Un festival qui habite Rions
Rue & Vous investit réellement le village. Le cadre est exceptionnel. Avec ses atours médiévaux, ses halles, son enceinte et ses portes, Rions est chargé d’histoire.
Le festival ne fait pas qu’utiliser les lieux. Il les habite, il les habille. Au-delà des spectacles, c’est toute une scénographie qui est faite dans les rues du village, des kilomètres de câble qui sont tirés pour éclairer et mettre en valeur ce lieu unique. Pour les 10 ans, fêtés ces 7, 8 et 9 juillet, si le budget n’était pas vraiment supérieur à l’ordinaire, les organisateurs ont voulu marquer les lieux, par toute une série de signes : mots sur les murs, loterie mobile, photos des éditions précédentes, encollages.
Des clés avec des ailes de papillon guident les spectateurs de scènes en scènes, où ils peuvent trouver fauteuils et canapés pour s’installer. On peut même, en s’arrêtant sous les halles, repartir avec une coiffure extravagante, réalisée par les mains expertes de Vincent Portal, le coiffeur nomade.
Une programmation équilibrée
Anniversaire oblige, des surprises étaient prévues, comme une procession avec tambours et feu d’artifice. Et bien sur « l’after » entre bénévoles, moment fort qui soude l’équipe. Pour le reste, les choix de programmation sont pointus et variés, avec 23 compagnies, pour séduire à la fois les férus de spectacles et les personnes venant profiter des lieux. L’idée est de proposer une programmation équilibrée, sans qu’une tête d’affiche ne phagocyte les autres.
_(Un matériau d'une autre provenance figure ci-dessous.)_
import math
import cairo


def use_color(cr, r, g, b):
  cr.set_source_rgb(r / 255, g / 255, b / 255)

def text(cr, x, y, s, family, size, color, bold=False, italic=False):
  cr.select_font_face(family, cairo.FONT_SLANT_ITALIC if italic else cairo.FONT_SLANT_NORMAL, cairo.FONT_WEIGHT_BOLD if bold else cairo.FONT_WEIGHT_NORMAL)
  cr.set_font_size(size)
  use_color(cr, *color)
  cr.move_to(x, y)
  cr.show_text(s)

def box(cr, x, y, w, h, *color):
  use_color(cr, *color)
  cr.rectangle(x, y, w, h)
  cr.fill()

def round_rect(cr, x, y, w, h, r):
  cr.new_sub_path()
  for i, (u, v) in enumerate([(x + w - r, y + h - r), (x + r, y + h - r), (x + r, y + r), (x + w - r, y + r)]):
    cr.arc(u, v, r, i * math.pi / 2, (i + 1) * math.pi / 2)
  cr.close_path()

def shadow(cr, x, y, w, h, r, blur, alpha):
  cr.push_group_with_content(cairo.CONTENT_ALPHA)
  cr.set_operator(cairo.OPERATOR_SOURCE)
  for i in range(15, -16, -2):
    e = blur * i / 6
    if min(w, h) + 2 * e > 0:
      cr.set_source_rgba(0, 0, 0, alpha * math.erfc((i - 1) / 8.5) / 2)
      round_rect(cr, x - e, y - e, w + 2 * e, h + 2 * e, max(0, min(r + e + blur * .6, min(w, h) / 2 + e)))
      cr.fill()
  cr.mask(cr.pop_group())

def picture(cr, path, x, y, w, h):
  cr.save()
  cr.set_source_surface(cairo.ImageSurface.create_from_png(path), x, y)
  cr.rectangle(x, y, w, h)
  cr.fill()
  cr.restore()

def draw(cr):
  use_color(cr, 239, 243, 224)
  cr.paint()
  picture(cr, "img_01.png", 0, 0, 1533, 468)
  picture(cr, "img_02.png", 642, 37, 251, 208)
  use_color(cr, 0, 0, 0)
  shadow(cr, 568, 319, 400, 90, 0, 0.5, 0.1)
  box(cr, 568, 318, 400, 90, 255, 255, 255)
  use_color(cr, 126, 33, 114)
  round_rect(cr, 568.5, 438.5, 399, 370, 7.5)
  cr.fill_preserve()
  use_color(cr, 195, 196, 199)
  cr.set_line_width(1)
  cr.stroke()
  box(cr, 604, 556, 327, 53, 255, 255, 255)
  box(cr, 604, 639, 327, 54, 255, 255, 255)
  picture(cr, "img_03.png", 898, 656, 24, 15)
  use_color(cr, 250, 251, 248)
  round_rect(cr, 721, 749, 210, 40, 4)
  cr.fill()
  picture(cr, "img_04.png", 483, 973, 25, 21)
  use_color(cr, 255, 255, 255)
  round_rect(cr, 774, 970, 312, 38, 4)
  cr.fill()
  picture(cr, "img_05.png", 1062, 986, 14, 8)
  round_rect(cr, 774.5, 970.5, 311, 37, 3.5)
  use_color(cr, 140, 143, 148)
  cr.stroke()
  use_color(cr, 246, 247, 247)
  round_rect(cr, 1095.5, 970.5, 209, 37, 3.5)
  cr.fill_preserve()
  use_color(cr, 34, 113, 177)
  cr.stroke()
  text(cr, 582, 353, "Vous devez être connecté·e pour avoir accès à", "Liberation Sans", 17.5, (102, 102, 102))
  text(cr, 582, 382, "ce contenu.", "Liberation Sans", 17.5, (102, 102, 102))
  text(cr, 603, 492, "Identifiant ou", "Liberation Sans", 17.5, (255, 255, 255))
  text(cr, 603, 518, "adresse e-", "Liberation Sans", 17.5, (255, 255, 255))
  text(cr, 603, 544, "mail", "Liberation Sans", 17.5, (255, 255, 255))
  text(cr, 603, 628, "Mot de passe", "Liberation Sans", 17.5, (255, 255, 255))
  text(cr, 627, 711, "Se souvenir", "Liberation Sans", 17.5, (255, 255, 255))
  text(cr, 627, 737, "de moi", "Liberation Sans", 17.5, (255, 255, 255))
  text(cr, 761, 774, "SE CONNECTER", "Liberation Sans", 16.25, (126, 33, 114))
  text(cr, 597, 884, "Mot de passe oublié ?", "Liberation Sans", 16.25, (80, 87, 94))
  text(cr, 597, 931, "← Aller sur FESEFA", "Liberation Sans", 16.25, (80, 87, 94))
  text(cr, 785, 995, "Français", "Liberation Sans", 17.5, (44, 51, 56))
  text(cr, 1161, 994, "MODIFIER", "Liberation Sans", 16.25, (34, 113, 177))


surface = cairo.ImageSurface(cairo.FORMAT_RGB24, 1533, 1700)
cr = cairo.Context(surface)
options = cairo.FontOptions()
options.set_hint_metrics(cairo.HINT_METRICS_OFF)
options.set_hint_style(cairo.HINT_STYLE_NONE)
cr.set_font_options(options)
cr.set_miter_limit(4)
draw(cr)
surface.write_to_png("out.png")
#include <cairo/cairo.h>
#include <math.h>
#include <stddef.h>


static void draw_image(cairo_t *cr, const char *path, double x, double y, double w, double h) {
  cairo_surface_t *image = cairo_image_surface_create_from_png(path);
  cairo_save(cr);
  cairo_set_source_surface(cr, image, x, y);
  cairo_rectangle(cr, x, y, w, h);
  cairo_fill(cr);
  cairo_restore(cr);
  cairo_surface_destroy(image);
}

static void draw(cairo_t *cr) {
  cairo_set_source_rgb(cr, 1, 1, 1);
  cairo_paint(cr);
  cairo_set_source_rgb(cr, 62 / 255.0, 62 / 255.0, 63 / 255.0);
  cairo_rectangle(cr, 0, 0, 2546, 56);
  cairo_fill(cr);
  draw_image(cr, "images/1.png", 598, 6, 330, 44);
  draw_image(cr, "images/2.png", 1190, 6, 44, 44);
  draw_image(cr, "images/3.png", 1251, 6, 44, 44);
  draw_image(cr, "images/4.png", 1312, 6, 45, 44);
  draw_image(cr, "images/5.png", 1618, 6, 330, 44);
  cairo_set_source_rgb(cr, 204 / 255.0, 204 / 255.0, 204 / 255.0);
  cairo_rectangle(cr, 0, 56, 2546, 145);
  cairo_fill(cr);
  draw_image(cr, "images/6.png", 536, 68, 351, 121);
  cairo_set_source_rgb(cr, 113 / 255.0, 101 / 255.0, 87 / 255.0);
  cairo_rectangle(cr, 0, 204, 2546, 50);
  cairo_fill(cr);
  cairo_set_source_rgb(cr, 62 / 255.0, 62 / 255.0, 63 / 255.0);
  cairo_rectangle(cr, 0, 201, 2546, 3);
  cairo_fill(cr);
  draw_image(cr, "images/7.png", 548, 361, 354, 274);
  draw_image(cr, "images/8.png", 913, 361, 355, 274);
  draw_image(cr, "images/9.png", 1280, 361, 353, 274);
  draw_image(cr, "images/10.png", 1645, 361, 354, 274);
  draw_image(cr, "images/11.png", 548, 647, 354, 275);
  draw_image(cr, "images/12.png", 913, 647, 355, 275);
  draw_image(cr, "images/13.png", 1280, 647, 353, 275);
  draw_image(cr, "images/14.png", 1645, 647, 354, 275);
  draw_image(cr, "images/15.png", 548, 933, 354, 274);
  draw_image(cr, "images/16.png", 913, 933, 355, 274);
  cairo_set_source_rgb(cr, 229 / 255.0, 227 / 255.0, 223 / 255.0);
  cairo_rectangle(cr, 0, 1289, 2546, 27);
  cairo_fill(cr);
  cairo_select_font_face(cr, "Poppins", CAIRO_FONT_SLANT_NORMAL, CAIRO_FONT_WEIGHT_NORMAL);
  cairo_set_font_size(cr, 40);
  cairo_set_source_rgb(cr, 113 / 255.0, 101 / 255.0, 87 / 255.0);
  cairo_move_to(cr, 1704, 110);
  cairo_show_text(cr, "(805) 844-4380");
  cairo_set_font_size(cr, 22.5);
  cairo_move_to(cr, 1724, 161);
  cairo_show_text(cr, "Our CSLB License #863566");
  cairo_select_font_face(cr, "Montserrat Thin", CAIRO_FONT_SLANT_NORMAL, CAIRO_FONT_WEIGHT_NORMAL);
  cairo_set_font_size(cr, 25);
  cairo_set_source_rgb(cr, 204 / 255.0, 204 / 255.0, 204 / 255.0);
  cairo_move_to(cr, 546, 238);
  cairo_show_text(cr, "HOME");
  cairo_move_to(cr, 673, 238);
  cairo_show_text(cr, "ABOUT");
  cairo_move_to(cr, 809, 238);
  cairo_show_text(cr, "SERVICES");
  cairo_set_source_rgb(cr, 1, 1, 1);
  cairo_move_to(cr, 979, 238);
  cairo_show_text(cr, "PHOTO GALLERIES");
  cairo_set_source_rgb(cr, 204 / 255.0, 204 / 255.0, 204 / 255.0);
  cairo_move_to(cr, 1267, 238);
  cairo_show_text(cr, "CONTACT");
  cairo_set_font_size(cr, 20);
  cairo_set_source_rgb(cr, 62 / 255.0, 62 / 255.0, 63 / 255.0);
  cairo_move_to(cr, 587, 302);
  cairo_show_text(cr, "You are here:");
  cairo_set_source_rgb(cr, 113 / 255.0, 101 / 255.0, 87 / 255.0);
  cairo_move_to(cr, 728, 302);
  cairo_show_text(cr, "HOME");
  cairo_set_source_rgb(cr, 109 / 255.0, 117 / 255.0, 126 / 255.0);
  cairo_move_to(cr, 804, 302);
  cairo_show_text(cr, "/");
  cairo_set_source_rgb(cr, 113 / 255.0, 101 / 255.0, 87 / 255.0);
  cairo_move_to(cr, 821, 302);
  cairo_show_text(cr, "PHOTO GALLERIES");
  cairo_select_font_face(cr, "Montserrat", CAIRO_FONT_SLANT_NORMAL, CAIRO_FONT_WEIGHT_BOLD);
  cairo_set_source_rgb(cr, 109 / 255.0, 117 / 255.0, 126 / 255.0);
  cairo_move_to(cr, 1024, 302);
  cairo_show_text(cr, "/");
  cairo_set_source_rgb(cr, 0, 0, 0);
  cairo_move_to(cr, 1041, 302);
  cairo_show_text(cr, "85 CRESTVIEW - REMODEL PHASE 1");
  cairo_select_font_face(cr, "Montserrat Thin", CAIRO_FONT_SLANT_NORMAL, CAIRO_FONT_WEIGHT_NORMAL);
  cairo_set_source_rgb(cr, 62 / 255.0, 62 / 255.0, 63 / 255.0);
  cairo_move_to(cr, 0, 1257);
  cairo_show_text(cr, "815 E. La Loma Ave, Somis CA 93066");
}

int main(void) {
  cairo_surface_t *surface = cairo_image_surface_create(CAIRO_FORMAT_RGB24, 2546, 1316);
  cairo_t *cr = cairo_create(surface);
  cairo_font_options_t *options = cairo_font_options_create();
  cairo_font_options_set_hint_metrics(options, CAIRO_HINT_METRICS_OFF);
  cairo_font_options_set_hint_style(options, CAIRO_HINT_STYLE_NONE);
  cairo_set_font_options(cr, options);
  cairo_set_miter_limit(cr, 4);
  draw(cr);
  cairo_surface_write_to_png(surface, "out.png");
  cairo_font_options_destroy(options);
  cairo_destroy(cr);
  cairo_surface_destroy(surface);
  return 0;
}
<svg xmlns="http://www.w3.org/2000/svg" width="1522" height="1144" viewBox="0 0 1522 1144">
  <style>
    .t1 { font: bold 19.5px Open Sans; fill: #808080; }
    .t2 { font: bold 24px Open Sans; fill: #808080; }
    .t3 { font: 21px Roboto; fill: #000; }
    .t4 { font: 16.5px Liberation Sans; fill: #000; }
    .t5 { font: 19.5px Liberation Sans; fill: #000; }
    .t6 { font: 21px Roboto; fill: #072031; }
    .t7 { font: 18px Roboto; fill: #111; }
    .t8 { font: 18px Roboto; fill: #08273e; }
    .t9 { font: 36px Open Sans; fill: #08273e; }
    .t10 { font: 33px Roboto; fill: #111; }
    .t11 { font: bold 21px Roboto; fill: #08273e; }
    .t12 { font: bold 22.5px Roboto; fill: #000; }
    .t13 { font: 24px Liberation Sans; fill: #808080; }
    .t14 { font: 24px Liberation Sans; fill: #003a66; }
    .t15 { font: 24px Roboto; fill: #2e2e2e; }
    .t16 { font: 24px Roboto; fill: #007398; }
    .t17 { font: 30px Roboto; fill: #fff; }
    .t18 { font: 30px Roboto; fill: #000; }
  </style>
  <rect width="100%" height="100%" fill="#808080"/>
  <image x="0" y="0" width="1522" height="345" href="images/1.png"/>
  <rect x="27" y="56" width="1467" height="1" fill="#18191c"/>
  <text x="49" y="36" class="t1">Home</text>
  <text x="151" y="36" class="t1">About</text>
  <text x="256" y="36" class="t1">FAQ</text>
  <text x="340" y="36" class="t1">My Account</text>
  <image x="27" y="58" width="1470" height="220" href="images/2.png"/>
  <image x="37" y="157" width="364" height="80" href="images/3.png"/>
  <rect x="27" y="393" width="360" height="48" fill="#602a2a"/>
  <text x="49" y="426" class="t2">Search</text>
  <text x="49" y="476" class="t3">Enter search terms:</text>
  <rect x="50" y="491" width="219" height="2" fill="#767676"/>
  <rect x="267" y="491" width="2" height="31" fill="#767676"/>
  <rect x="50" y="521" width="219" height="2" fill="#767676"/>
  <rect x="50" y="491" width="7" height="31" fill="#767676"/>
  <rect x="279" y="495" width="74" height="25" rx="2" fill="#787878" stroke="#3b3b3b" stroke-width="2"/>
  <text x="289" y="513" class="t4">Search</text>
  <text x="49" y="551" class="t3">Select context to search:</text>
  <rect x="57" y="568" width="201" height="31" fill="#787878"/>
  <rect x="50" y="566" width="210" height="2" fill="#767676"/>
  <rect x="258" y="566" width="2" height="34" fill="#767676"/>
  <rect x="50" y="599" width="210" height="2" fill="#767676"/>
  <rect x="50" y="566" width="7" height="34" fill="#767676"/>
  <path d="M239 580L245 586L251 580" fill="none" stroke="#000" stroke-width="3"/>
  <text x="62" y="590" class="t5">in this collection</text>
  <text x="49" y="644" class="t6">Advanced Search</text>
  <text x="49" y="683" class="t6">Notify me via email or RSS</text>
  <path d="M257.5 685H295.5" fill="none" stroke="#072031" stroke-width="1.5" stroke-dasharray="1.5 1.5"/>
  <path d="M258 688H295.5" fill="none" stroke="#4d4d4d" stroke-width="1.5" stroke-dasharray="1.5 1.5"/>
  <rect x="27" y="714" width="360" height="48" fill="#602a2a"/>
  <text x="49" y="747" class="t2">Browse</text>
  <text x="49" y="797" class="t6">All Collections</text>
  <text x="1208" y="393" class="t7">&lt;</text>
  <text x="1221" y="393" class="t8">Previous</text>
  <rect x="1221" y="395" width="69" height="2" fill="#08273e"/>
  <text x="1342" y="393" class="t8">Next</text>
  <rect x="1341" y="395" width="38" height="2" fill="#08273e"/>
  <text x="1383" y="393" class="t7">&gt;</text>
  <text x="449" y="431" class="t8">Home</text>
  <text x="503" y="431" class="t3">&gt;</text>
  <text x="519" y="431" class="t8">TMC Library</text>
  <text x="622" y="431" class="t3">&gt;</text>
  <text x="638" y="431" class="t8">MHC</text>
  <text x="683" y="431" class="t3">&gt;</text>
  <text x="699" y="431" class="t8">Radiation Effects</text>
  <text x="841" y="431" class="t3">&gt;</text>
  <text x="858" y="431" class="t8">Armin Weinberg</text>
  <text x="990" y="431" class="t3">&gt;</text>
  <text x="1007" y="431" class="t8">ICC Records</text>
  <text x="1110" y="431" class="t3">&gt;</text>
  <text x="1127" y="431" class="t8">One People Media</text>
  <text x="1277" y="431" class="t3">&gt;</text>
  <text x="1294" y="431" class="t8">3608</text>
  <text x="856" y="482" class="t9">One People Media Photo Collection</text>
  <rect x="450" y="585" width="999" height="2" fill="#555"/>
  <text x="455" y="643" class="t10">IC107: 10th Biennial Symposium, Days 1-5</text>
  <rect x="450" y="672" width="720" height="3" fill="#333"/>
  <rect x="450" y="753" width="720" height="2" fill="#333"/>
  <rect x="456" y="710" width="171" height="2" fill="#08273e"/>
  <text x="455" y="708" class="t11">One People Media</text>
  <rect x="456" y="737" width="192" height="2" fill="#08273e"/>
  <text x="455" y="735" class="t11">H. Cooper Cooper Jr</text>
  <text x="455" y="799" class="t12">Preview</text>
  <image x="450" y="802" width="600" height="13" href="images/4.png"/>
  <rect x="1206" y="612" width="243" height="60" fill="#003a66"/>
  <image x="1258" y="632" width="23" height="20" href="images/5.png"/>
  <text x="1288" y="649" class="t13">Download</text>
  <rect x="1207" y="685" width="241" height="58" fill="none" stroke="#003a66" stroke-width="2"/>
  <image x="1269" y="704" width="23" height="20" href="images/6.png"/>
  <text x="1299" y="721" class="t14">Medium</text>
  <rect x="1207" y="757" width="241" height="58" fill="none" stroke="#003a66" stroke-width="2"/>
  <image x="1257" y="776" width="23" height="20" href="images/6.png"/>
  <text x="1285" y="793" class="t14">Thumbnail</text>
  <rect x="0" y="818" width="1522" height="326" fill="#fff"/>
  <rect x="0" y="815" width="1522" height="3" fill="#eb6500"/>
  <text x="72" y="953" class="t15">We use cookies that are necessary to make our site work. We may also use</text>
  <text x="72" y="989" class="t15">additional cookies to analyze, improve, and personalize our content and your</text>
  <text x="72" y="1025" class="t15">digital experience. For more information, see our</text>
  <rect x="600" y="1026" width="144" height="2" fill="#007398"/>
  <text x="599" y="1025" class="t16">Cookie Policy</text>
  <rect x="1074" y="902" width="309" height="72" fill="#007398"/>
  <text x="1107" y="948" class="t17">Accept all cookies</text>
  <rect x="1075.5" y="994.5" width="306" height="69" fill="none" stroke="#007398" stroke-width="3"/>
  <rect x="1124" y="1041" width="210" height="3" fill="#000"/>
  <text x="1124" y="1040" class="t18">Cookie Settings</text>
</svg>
Pour cette édition, on a retrouvé notamment la Cie Trois points de Suspension, et « La Grande saga de la Françafrique », où 60 ans d’histoire de la France en Afrique sont revisités en 80 minutes, par un personnage exubérant. Tour à tour, il singe De Gaulle, Foccart, Mitterrand, ressuscitant dans l’espace scénique ces personnages historiques et leur attitude trouble vis à vis de l’Afrique.
Proposer de tels spectacles, c’est beaucoup de travail en amont pour les programmateurs, qui vont « faire leur marché » à « Chalon dans la rue », le plus grand festival des arts de rue français. Et pour certaines compagnies, c’est plusieurs années de contact pour les convaincre de venir à Rions. Les incertitudes sur l’avenir mettent leur travail dans une position inconfortable, que tous les amateurs d’arts de rue espèrent temporaire.